Suppression of serum 1,25-dihydroxyvitamin D in humoral hypercalcemia of malignancy is caused by elaboration of a factor that inhibits renal 1,25-dihydroxyvitamin D3 production

S Fukumoto, T Matsumoto, H Yamoto, H Kawashima, Y Ueyama, N Tamaoki and E Ogata
Fourth Department of Internal Medicine, University of Tokyo School of Medicine, Japan.

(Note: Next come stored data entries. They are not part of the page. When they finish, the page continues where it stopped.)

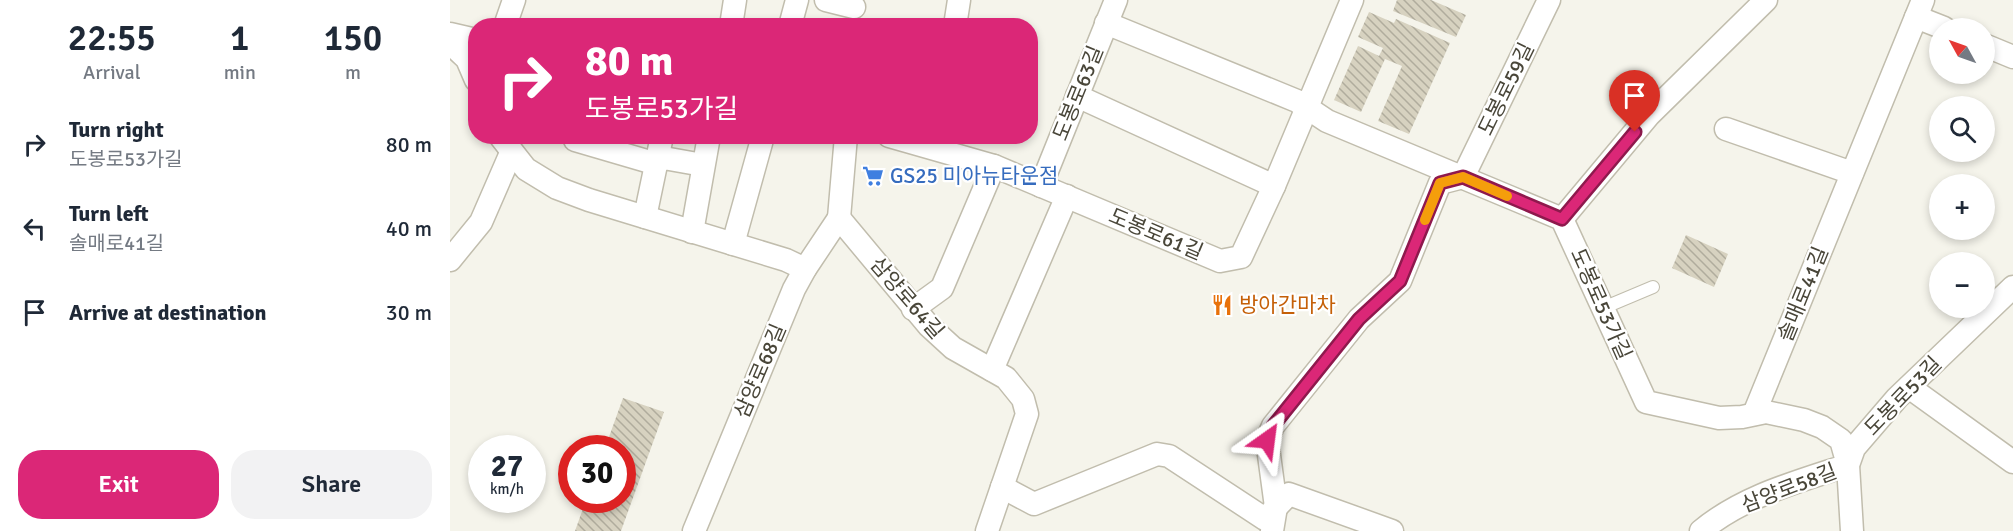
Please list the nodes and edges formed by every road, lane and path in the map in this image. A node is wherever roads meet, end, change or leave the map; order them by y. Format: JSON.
{"nodes":[{"id":1,"x":514,"y":0,"type":"edge"},
{"id":2,"x":735,"y":0,"type":"edge"},
{"id":3,"x":797,"y":0,"type":"edge"},
{"id":4,"x":826,"y":0,"type":"edge"},
{"id":5,"x":959,"y":0,"type":"edge"},
{"id":6,"x":1116,"y":0,"type":"edge"},
{"id":7,"x":1352,"y":0,"type":"edge"},
{"id":8,"x":1549,"y":0,"type":"edge"},
{"id":9,"x":1766,"y":0,"type":"edge"},
{"id":10,"x":1920,"y":8,"type":"edge"},
{"id":11,"x":854,"y":11,"type":"edge"},
{"id":12,"x":508,"y":18,"type":"edge"},
{"id":13,"x":732,"y":18,"type":"edge"},
{"id":14,"x":792,"y":18,"type":"edge"},
{"id":15,"x":956,"y":18,"type":"edge"},
{"id":16,"x":1932,"y":18,"type":"edge"},
{"id":17,"x":1106,"y":23,"type":"junction"},
{"id":18,"x":450,"y":34,"type":"edge"},
{"id":19,"x":468,"y":38,"type":"edge"},
{"id":20,"x":450,"y":44,"type":"edge"},
{"id":21,"x":1995,"y":50,"type":"edge"},
{"id":22,"x":2013,"y":57,"type":"edge"},
{"id":23,"x":468,"y":61,"type":"edge"},
{"id":24,"x":1077,"y":96,"type":"junction"},
{"id":25,"x":1307,"y":108,"type":"junction"},
{"id":26,"x":1726,"y":129,"type":"dead end"},
{"id":27,"x":601,"y":144,"type":"edge"},
{"id":28,"x":707,"y":144,"type":"edge"},
{"id":29,"x":761,"y":144,"type":"edge"},
{"id":30,"x":839,"y":144,"type":"edge"},
{"id":31,"x":937,"y":144,"type":"edge"},
{"id":32,"x":505,"y":145,"type":"edge"},
{"id":33,"x":659,"y":153,"type":"edge"},
{"id":34,"x":703,"y":165,"type":"junction"},
{"id":35,"x":994,"y":166,"type":"junction"},
{"id":36,"x":1852,"y":173,"type":"junction"},
{"id":37,"x":1463,"y":177,"type":"junction"},
{"id":38,"x":1041,"y":186,"type":"junction"},
{"id":39,"x":1274,"y":186,"type":"junction"},
{"id":40,"x":1067,"y":196,"type":"junction"},
{"id":41,"x":645,"y":218,"type":"junction"},
{"id":42,"x":839,"y":218,"type":"junction"},
{"id":43,"x":1562,"y":219,"type":"junction"},
{"id":44,"x":692,"y":232,"type":"junction"},
{"id":45,"x":733,"y":244,"type":"junction"},
{"id":46,"x":450,"y":260,"type":"edge"},
{"id":47,"x":805,"y":269,"type":"junction"},
{"id":48,"x":1653,"y":287,"type":"dead end"},
{"id":49,"x":2013,"y":287,"type":"edge"},
{"id":50,"x":1603,"y":308,"type":"junction"},
{"id":51,"x":913,"y":309,"type":"junction"},
{"id":52,"x":992,"y":370,"type":"junction"},
{"id":53,"x":1909,"y":387,"type":"junction"},
{"id":54,"x":1754,"y":414,"type":"junction"},
{"id":55,"x":2013,"y":462,"type":"edge"},
{"id":56,"x":1848,"y":465,"type":"junction"},
{"id":57,"x":1002,"y":487,"type":"junction"},
{"id":58,"x":1276,"y":507,"type":"junction"},
{"id":59,"x":694,"y":531,"type":"edge"},
{"id":60,"x":987,"y":531,"type":"edge"},
{"id":61,"x":1272,"y":531,"type":"edge"},
{"id":62,"x":1392,"y":531,"type":"edge"},
{"id":63,"x":1701,"y":531,"type":"edge"},
{"id":64,"x":1852,"y":531,"type":"edge"}],
"edges":[{"from":1,"to":12,"type":"street"},
{"from":2,"to":13,"type":"street"},
{"from":3,"to":14,"type":"street"},
{"from":4,"to":11,"type":"street"},
{"from":5,"to":15,"type":"street"},
{"from":6,"to":17,"type":"street","name":"도봉로63길"},
{"from":7,"to":25,"type":"street","name":"도봉로61길"},
{"from":8,"to":37,"type":"street","name":"도봉로59길"},
{"from":9,"to":43,"type":"street"},
{"from":10,"to":16,"type":"street"},
{"from":10,"to":36,"type":"street","name":"솔매로41길"},
{"from":17,"to":24,"type":"street","name":"도봉로63길"},
{"from":17,"to":25,"type":"street"},
{"from":18,"to":19,"type":"street"},
{"from":20,"to":23,"type":"street"},
{"from":21,"to":22,"type":"street"},
{"from":24,"to":38,"type":"street","name":"도봉로63길"},
{"from":24,"to":39,"type":"street"},
{"from":25,"to":37,"type":"street"},
{"from":25,"to":39,"type":"street","name":"도봉로61길"},
{"from":26,"to":36,"type":"street"},
{"from":27,"to":33,"type":"street"},
{"from":28,"to":34,"type":"street"},
{"from":29,"to":45,"type":"street"},
{"from":30,"to":42,"type":"street"},
{"from":31,"to":35,"type":"street","name":"도봉로61길"},
{"from":32,"to":41,"type":"street"},
{"from":32,"to":46,"type":"street"},
{"from":33,"to":34,"type":"street"},
{"from":33,"to":41,"type":"street"},
{"from":34,"to":44,"type":"street"},
{"from":35,"to":38,"type":"street","name":"도봉로61길"},
{"from":35,"to":51,"type":"street"},
{"from":36,"to":54,"type":"street","name":"솔매로41길"},
{"from":37,"to":43,"type":"street"},
{"from":37,"to":58,"type":"street"},
{"from":38,"to":40,"type":"street","name":"도봉로61길"},
{"from":39,"to":40,"type":"street","name":"도봉로61길"},
{"from":40,"to":52,"type":"street"},
{"from":41,"to":44,"type":"street"},
{"from":42,"to":47,"type":"street","name":"삼양로68길"},
{"from":42,"to":51,"type":"street","name":"삼양로64길"},
{"from":43,"to":50,"type":"street","name":"도봉로53가길"},
{"from":44,"to":45,"type":"street"},
{"from":45,"to":47,"type":"street"},
{"from":47,"to":59,"type":"street","name":"삼양로68길"},
{"from":48,"to":50,"type":"lane"},
{"from":49,"to":53,"type":"street","name":"도봉로53길"},
{"from":50,"to":54,"type":"street","name":"도봉로53가길"},
{"from":51,"to":52,"type":"street","name":"삼양로64길"},
{"from":52,"to":57,"type":"street","name":"삼양로64길"},
{"from":53,"to":55,"type":"street"},
{"from":53,"to":56,"type":"street","name":"도봉로53길"},
{"from":54,"to":56,"type":"street","name":"도봉로53가길"},
{"from":56,"to":63,"type":"street","name":"삼양로58길"},
{"from":56,"to":64,"type":"street"},
{"from":57,"to":58,"type":"street"},
{"from":57,"to":60,"type":"street","name":"삼양로64길"},
{"from":58,"to":61,"type":"street"},
{"from":58,"to":62,"type":"street"}]}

Although many patients with humoral hypercalcemia of malignancy exhibit reduced serum 1,25-dihydroxyvitamin D [1,25-(OH)2D] levels, N-terminal fragments of recently identified PTH-related protein as well as PTH itself elevate serum 1,25-(OH)2D concentrations. In the present study, the effect of tumor extracts from human tumor-implanted hypercalcemic nude rat models with high and low serum 1,25-(OH)2D on renal 1,25- (OH)2D3 production was examined using rat kidney cells in culture. Whereas tumors from rats with high serum 1,25-(OH)2D levels (OCC rats) contained only a single peak of cAMP production-stimulating activity (CPSA) in osteogenic sarcoma cells on reverse phase HPLC, tumor extracts from rats with low serum 1,25-(OH)2D levels (UCC rats) contained at least two peaks of CPSA. The main peak (peak A) was estimated to be approximately 17K by gel permeation chromatography, which was the same as the molecular size of the hitherto identified PTH- related protein, and a minor peak of CPSA (peak B) was estimated to be about 25K. When peak A or crude extracts of OCC tumors as well as human PTH-(1-34) were added to primary cultures of rat kidney cells, the production of 1,25-(OH)2D3 was significantly stimulated. In contrast, although peak B or crude UCC tumor extracts had no effect on 1,25- (OH)2D3 production in themselves, when they were added together with peak A or human PTH-(1-34) the stimulation of 1,25-(OH)2D3 production was almost completely inhibited. Both peak A and peak B enhanced cAMP production in cultured kidney cells, and the cAMP production by peak A was not affected by peak B. These results are consistent with the possibility that elaboration of an additional factor from tumor cells may be the mechanism by which serum 1,25-(OH)2D levels are suppressed in patients with humoral hypercalcemia of malignancy. The nature as well as the mechanism of action of this factor remain to be elucidated.